A: It is sometimes hard to tell if they are dead or alive.
When I was a kid my brother and I had a pet turtle like the one to the left. It lived in a tank on my dresser in a shallow bowl in the bedroom we shared. We took turns feeding it. I don’t remember what it ate. Probably turtle chow.
Anyway, at one point I noticed that it liked to hang out on a particular rock. It always seemed to be there, no matter what time of day. I feared the worst, but when I brought up the turtle’s rock favoritism with my mom she said it was probably hibernating or at least slowing down since it was winter. After a few weeks the turtle bowl began to stink, my mom and brother agreed that the turtle was dead, especially after they noticed it’s eyes were missing.

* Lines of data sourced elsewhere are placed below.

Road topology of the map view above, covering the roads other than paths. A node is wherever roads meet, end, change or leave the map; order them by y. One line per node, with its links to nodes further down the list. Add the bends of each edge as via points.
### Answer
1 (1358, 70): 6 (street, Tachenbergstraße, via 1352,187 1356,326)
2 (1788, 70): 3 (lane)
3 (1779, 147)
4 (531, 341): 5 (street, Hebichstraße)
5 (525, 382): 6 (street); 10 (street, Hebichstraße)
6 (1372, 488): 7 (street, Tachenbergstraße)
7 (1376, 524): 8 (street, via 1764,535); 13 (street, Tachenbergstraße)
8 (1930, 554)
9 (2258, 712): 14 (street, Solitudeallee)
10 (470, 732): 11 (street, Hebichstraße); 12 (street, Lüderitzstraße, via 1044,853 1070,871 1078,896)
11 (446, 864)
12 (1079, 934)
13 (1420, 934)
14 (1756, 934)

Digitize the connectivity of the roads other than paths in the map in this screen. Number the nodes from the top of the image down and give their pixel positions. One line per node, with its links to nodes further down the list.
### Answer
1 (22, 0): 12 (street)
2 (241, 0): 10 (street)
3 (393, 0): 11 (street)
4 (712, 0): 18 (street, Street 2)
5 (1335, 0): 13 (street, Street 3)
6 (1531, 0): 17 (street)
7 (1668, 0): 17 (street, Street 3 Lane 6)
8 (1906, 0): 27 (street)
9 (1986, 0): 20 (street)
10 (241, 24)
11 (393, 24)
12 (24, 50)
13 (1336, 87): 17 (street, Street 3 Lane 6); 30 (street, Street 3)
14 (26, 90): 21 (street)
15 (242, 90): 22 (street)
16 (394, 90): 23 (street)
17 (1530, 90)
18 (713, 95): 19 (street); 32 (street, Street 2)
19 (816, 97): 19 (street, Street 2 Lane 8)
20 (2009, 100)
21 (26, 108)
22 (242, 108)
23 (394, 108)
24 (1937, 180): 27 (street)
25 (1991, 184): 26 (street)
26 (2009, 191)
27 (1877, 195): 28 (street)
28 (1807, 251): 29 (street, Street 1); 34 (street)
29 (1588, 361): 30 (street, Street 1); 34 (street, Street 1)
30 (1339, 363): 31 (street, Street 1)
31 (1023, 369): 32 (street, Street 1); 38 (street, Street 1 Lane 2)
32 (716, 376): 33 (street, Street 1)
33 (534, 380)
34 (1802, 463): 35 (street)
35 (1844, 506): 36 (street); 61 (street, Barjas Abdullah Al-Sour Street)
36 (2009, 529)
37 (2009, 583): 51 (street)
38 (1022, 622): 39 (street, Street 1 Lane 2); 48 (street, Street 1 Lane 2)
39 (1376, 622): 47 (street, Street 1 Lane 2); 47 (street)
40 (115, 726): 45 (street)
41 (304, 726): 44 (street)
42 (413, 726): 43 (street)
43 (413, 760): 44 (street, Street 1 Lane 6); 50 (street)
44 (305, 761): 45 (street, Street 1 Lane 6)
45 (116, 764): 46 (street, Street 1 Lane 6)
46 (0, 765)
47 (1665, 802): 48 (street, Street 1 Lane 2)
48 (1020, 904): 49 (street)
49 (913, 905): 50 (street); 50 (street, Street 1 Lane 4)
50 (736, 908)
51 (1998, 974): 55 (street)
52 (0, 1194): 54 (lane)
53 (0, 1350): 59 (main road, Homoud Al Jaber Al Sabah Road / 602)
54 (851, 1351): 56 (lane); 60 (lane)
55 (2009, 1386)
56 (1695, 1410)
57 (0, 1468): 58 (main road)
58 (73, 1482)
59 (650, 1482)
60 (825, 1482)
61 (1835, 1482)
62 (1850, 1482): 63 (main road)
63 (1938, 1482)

We may have had a funeral for it or maybe we just flushed it down the toilet. All I remember is thinking that a dead thing had been in my room for a month.
Ok, flash forward about 40 years. My daughter has been asking us for a bonsai tree for a few years and we happened to be at the National Arboretum during their annual bonsai festival and sale. We bought her a Fukien Tea Tree that was just about to bloom. The woman that sold it to us said it needed to be constantly moist and in full sun.
Well, we’re not so good with easy plants — after all we killed a perfectly healthy and huge jade tree and a 6 foot tall cactus simply by letting them be outside for a while.
So, remembering that, Clare tried to remember to keep the soil moist. I tried to remember to put the tree in full sun. But we have cats that think that all plants in the house are a tasty new snack, so we also had to remember to put the tree somewhere the cats couldn’t reach.
Then there was the day that we left it in the south facing window for 8 hours. It gets really hot in the south facing window. Especially when someone lowers the shade on the other side of the plant.
So you decide. Is the Fukien Tea Tree on the right, above dead or is there still hope?
Aren’t you proud I didn’t comment on the name of the tree?